**Exercise directions**
The lines to reproduce run from the one containing "middle dip: (1000, 900)" through the end of the records below. Reproduce them exactly and add nothing.

**Source data**

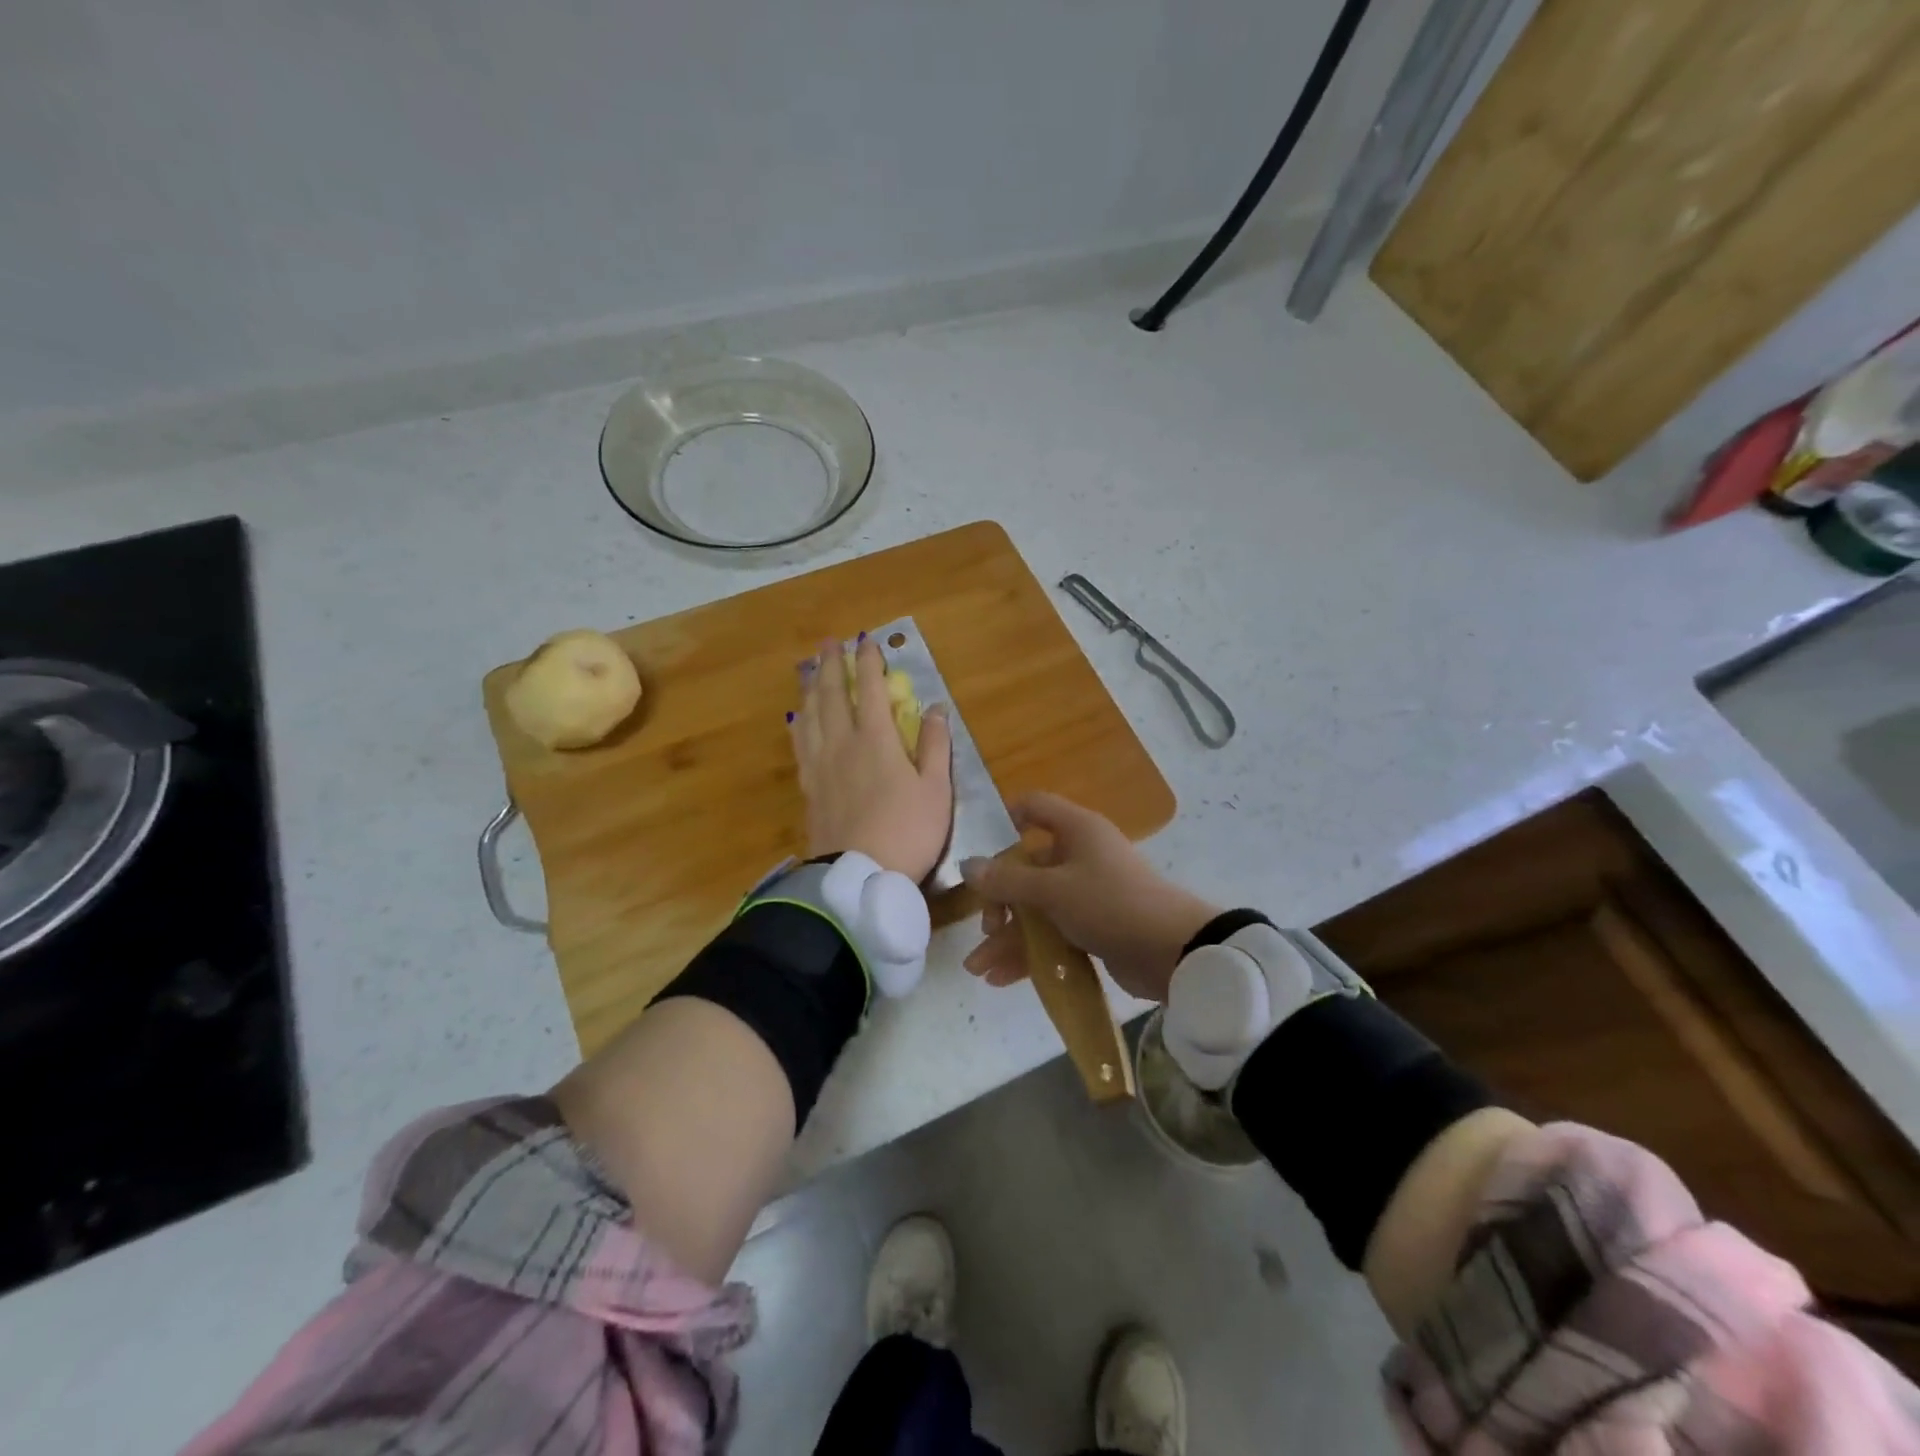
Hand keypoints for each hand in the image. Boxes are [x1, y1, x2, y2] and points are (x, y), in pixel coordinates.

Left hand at [790, 637, 953, 881]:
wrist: (858, 876)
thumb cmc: (908, 831)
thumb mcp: (935, 790)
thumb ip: (934, 745)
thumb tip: (936, 707)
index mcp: (876, 739)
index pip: (870, 689)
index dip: (868, 661)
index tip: (866, 639)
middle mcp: (842, 743)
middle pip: (833, 695)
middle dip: (832, 665)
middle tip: (828, 642)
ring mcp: (820, 765)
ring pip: (810, 715)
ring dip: (811, 688)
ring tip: (809, 671)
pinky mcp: (809, 787)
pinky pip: (800, 744)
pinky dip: (800, 723)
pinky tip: (798, 720)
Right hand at [960, 793, 1219, 1002]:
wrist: (1174, 951)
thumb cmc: (1110, 904)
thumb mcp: (1053, 890)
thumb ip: (1007, 880)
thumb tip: (967, 865)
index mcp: (1075, 830)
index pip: (1034, 807)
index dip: (1005, 819)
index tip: (979, 848)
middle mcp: (1080, 855)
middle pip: (1027, 867)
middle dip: (1000, 900)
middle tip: (987, 927)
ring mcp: (1088, 893)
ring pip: (1038, 907)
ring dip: (1009, 936)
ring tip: (979, 968)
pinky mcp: (1095, 926)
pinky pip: (1053, 933)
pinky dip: (1030, 952)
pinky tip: (1002, 978)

**Solved exercise**
middle dip: (1000, 900)
middle tip: (987, 927)
ring mcp: (1088, 893)
ring pip: (1038, 907)
ring dip: (1009, 936)
ring tip: (979, 968)
pinky mcp: (1095, 926)
pinky pip: (1053, 933)
pinky dip: (1030, 952)
pinky tip: (1002, 978)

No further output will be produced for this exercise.